Saturday, February 14, 2009

Cure for HIV?

An American man living in Berlin, Germany developed acute myeloid leukemia and required a bone marrow transplant of adult stem cells. The doctors began looking for a very specific donor, one who not only matched the tissue of the recipient but also lacked the CCR5 receptor on CD4 white blood cells.

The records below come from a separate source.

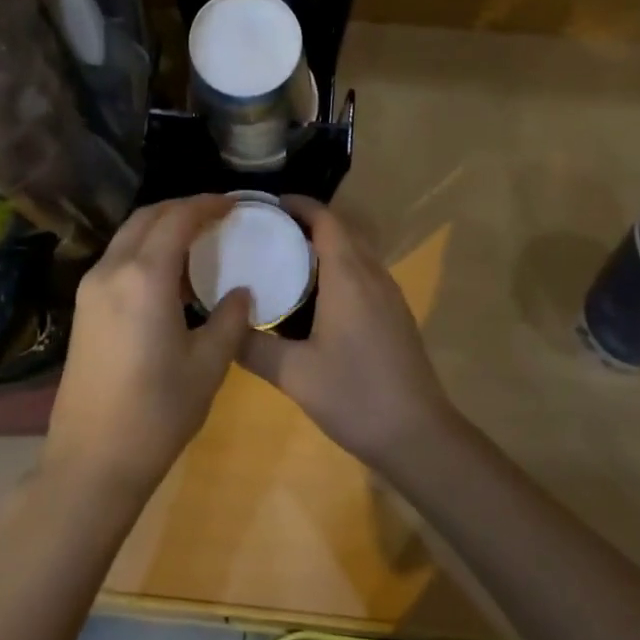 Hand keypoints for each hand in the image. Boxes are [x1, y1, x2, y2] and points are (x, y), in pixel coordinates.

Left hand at [43, 196, 252, 499]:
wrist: (91, 462)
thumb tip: (241, 292)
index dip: (207, 205)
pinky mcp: (83, 309)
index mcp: (145, 278)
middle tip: (216, 214)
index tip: (234, 204)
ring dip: (161, 226)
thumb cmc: (157, 413)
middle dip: (182, 207)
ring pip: (128, 235)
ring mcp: (91, 288)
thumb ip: (229, 319)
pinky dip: (144, 248)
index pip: (177, 219)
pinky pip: (117, 258)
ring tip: (196, 238)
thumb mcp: (208, 365)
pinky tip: (168, 272)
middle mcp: (112, 271)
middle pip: (147, 217)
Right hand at [241, 197, 457, 472]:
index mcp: (348, 276)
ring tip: (284, 258)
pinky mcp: (395, 313)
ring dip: (324, 244)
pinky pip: (364, 271)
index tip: (265, 206)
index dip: (297, 204)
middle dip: (305, 222)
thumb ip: (253, 346)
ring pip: (355, 250)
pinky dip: (338, 266)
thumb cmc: (354, 396)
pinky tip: (315, 296)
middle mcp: (372, 274)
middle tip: (265, 232)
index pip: (325, 219)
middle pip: (340, 229)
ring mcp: (389, 293)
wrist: (418, 434)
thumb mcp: (294, 374)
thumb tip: (222, 325) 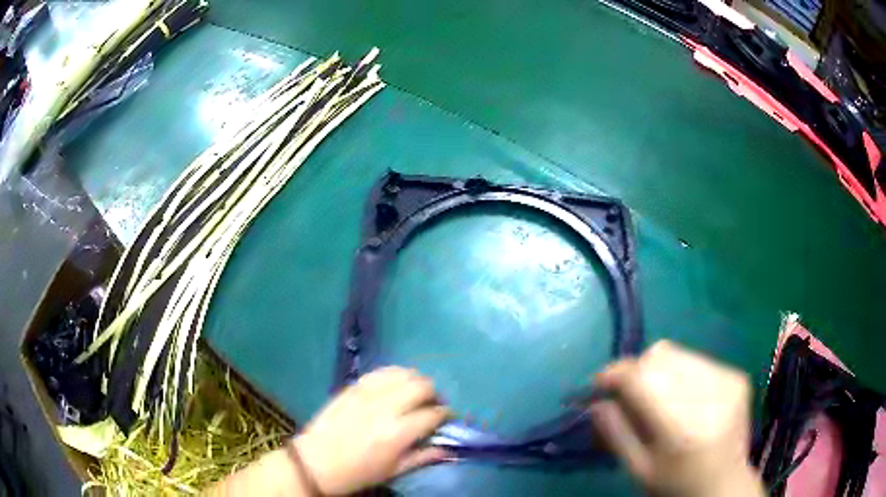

The CCR5 receptor is what the HIV commonly uses to attach to CD4 cells and with this missing, the HIV would not be able to attach and thus infect CD4 cells. The doctors also looked for a person who had two copies of this mutation (one from the father and one from the mother) dubbed delta32. However, this is very rare. Among the 232 matched donors found by the German Central Bone Marrow Donor Registry, the researchers found only one with the double CCR5 mutation.

Bone marrow transplant is very risky and only about two third survive. This transplant was successful and the recipient was also taken off all of his HIV medication. It has been two years and to date, there is not trace of the HIV in his bone marrow, blood and tissues.

Although the high risk of this treatment would make it unethically probable for people who are not in the late-stage of leukemia, not to mention the incredible cost making it ineffective for treatment in third world countries, I see this as a huge step forward in finding a cure for HIV.

Let us never fail in praying for a cure for HIV and AIDS. Will you join me?

Belfast Telegraph           The Body
ABC News Video           MedPage Today


Blogger Debbie Haughland Chan said...

I learned of your site from Jamie Arpin-Ricci and have been perusing various parts of it. I have subscribed to it and look forward to reading more of your posts.

God's blessings on you, Christopher.

February 18, 2009 at 7:55 PM  
Blogger Christopher Yuan said...

Thanks Debbie for reading my blog! Blessings to you my Canadian sister!